Recalls for Baxter ($BAX) continue to pile up, with the drugmaker retrieving an injectable product this time because of particulate. The recall comes just weeks after it had to retrieve another injectable because of labeling problems.
The Deerfield, IL, company said Tuesday that it was voluntarily recalling from hospitals and users two lots of 0.9% sodium chloride injection in what it calls 100 mL MINI-BAG Plus Container, after getting two complaints, one per lot, that a bag contained particulate. In this case, the company said the particulate turned out to be "frangible from the vial adapter." There have been no complaints of adverse reactions but the notice distributed by the FDA carried the usual caution that injecting particulate can lead to a blockage that could cause a stroke or heart attack.
While there has been a national shortage of 0.9% sodium chloride injection, or saline, in large containers that hospitals typically use, the company in an emailed statement said there is no shortage of 0.9% sodium chloride injection "in the 100 mL MINI-BAG Plus Container, and the recall will not create a disruption to patient care. Unaffected lot numbers can continue to be ordered."

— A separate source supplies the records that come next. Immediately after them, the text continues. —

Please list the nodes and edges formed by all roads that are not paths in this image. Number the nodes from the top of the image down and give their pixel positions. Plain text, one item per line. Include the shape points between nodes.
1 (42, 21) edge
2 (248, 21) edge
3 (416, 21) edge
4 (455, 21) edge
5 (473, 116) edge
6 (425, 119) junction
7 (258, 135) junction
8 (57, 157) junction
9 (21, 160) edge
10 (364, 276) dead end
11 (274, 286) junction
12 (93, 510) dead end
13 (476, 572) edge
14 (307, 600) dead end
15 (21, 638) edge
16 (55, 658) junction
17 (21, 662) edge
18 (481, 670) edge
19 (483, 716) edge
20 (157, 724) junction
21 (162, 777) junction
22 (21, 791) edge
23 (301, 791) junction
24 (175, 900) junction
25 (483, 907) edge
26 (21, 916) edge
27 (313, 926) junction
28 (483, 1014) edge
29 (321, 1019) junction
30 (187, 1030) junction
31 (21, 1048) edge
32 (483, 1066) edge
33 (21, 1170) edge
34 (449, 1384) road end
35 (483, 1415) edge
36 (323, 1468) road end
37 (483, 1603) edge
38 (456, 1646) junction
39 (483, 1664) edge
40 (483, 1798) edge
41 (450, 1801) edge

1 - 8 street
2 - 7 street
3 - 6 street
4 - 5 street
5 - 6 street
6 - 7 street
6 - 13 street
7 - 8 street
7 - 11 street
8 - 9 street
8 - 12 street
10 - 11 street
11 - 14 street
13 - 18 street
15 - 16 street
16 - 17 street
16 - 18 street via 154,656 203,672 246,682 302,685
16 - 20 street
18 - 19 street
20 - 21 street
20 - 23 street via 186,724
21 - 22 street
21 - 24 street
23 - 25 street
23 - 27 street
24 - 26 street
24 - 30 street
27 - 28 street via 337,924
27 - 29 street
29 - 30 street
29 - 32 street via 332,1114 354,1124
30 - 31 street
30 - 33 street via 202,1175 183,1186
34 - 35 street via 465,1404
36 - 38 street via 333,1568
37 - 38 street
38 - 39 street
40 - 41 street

Baxter has had a steady stream of recalls this year for a variety of reasons from mold in a dialysis product to mislabeled containers. Several weeks ago, Baxter voluntarily recalled one lot of highly concentrated potassium chloride after a complaint the overpouch of some product was labeled as having twice the dose. The problem, as Baxter pointed out in its recall, is that patients may not be given the right dose, a particular danger for patients in the high-risk category who are "prone to severe electrolyte imbalance." In September, one lot of potassium chloride had to be taken off the market because some shipping cartons were discovered to contain units of the antibacterial drug gentamicin sulfate injection.
In August, Baxter recalled a single lot of 0.9% sodium chloride injection, in 1000-mL bags, after particulate matter was found near the administration port in some containers. It is the dosage most affected by a national shortage that has plagued hospitals this year. In July, the drugmaker recalled two lots of saline and another product from Chile, Hong Kong, Singapore and the U.S. A spokesman said at the time that the recall of sodium chloride was smaller volume products that would not be meaningful to a saline shortage in the U.S.